We're in for more cloud/SaaS merger and acquisitions this year. Will continued innovation triumph over old guard purchase integrations? And do the customers and prospects care as much as the financial markets think they do?
Written by Oliver Marks, Contributor

As has been widely expected, Oracle have moved to purchase publicly listed Taleo for their cloud-based talent acquisition/recruitment, performance management, learning and development, and compensation management offerings. The speed of roll ups by the old guard is accelerating in a great checkers game as the established ERP vendors guard their flanks from more innovative and of-the-moment competitors. Larry Dignan hit the high points here on ZDNet, the Twitter peanut gallery has had a busy day and Bill Kutik's HR Tech Linked In group has had a useful flow of comments.

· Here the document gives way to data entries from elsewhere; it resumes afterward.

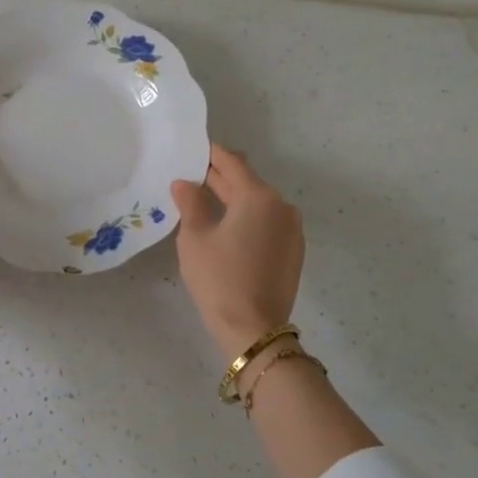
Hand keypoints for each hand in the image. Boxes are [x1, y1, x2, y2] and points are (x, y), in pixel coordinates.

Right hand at [170, 144, 304, 358]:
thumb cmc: (219, 278)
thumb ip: (191, 203)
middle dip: (220, 178)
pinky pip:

I spoke to Cornerstone on Demand strategy VP Jason Corsello and Saba COO Shawn Farshchi today to get some industry perspectives on Oracle's move, which appears intended to put pressure on Workday, who of course have been going like gangbusters recently. Before I get to Corsello and Farshchi's comments it's worth noting just how much the Human Capital Management space has evolved and mutated in the last eighteen months or so. What has been a relatively sleepy industry focused on corporate payroll, recruiting and training needs, with a tradition of clunky and brittle technology that does the job so why upgrade.. thinking by users has been revitalized by two business trends: cloud computing/Software as a Service and the need to explore collaborative networking value for competitive advantage across businesses.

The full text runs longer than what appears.